Neither sister saw the speeding Trans-Am.
Michelle tried to not think about that moment. Tried not to think about it through family counseling, her parents’ screaming matches, the decision to name her youngest daughter Chrissy, her own failed marriage, choosing to buy Fruit Rings over Froot Loops, graveyard shifts at the shipping warehouse, weekday happy hours at a dozen dirty hole-in-the-walls, during interventions and seventy-two hour holds and court hearings.

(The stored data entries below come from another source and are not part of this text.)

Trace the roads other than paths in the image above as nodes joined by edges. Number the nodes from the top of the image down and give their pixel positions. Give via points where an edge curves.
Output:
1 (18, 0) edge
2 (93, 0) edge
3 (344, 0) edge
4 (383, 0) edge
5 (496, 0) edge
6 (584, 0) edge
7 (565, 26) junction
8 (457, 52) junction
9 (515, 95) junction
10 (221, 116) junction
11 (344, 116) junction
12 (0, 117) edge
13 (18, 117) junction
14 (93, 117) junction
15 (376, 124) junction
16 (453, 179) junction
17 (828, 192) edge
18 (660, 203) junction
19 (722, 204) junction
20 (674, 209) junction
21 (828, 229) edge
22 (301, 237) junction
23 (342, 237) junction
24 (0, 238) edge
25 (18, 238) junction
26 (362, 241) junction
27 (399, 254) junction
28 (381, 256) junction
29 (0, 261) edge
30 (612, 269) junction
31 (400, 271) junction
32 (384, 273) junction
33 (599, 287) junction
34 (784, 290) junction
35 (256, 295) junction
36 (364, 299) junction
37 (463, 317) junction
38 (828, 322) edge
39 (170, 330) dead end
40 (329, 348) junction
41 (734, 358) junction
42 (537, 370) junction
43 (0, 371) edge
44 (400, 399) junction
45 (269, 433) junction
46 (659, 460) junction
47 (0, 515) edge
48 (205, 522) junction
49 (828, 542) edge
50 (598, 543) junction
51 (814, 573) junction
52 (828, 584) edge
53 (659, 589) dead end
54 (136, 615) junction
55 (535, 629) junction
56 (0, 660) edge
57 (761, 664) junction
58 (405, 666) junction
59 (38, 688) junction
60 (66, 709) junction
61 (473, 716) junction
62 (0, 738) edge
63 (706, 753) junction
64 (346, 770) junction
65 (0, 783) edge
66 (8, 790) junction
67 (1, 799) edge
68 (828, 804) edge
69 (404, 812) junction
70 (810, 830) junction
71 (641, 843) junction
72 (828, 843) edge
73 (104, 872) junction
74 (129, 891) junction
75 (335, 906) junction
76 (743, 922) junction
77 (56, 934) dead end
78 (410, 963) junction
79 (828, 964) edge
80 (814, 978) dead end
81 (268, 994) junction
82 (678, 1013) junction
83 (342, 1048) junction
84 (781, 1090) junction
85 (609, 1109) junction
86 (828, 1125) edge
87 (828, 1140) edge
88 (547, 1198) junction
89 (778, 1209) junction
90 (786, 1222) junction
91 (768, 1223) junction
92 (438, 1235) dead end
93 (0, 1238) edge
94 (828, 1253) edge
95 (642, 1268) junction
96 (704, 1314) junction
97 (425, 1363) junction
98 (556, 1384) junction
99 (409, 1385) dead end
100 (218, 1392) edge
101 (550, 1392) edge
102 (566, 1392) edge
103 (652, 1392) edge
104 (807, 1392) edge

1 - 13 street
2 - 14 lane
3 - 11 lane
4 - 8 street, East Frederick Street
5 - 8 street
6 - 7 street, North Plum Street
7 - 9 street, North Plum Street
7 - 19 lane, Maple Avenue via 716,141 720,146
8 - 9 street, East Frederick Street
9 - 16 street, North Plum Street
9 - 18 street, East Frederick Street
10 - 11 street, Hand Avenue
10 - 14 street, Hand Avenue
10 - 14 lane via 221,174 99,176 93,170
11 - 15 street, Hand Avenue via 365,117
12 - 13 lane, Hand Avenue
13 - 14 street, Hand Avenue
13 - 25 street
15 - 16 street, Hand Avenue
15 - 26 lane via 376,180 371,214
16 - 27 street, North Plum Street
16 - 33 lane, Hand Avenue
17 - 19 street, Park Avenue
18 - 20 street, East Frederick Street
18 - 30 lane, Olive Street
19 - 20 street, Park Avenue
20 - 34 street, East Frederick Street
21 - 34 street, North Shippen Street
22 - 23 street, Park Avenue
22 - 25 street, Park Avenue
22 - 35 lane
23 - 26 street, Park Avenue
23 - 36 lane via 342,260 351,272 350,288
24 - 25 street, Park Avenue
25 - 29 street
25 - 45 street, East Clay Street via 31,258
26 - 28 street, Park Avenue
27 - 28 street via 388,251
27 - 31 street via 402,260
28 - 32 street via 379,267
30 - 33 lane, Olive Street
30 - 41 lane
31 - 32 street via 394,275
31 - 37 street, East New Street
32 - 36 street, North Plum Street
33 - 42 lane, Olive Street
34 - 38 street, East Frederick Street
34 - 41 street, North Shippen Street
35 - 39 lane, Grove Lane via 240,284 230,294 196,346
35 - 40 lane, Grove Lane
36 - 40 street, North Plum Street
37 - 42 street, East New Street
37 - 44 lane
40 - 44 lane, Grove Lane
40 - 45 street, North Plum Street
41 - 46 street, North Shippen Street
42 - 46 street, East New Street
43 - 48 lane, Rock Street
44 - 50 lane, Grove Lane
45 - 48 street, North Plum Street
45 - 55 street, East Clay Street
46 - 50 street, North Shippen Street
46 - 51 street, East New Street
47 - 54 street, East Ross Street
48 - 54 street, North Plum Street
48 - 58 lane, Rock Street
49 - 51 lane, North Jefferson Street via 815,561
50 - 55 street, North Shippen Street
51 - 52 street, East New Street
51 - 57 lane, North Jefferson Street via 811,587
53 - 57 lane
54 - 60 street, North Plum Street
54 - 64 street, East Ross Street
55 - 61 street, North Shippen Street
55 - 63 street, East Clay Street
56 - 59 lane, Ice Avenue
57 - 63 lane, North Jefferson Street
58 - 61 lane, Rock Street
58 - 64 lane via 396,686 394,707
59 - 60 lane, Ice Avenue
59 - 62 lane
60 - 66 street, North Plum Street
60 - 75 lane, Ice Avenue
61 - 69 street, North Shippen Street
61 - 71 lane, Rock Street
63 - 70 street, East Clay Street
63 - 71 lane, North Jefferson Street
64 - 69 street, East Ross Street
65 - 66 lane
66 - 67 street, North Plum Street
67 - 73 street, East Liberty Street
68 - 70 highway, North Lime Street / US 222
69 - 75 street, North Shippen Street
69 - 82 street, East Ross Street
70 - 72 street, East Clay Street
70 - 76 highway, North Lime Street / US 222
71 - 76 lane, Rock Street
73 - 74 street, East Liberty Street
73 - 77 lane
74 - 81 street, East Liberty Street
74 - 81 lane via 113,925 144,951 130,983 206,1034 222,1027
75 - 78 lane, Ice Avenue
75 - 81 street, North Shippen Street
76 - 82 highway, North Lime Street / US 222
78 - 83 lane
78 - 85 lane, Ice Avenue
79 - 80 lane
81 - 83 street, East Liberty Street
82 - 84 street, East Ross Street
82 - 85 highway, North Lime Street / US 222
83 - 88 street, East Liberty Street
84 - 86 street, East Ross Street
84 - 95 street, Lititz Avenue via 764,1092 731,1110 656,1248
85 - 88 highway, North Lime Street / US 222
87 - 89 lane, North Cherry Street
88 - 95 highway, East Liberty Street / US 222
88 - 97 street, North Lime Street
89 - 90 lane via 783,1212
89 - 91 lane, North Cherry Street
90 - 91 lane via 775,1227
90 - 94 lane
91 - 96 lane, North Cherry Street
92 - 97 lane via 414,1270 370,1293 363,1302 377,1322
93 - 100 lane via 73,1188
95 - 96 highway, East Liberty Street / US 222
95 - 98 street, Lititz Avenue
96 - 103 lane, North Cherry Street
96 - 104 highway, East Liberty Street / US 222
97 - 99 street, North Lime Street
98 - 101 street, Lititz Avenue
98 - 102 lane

She didn’t want to think about how she yelled at Chrissy to watch out, but it had been too late. That she should have looked at the car’s license plate as it sped away. That Chrissy’s sheet had wet orange leaves stuck to it. That ambulance sirens sounded far off like they would never arrive. That she found one of her sister’s shoes and held it for her all night. That it was the same Halloween, no matter how hard she tried. That she had been yelling out her sister’s name for twenty-five years, hoping for a different result, but Chrissy always stepped down from the curb.
Thomas Price is a writer living in New Orleans, where he serves as an associate fiction editor for Bayou Magazine. His fiction has appeared in The Chattahoochee Review, Inscape, and The Barcelona Review.
Awesome.
Perfect.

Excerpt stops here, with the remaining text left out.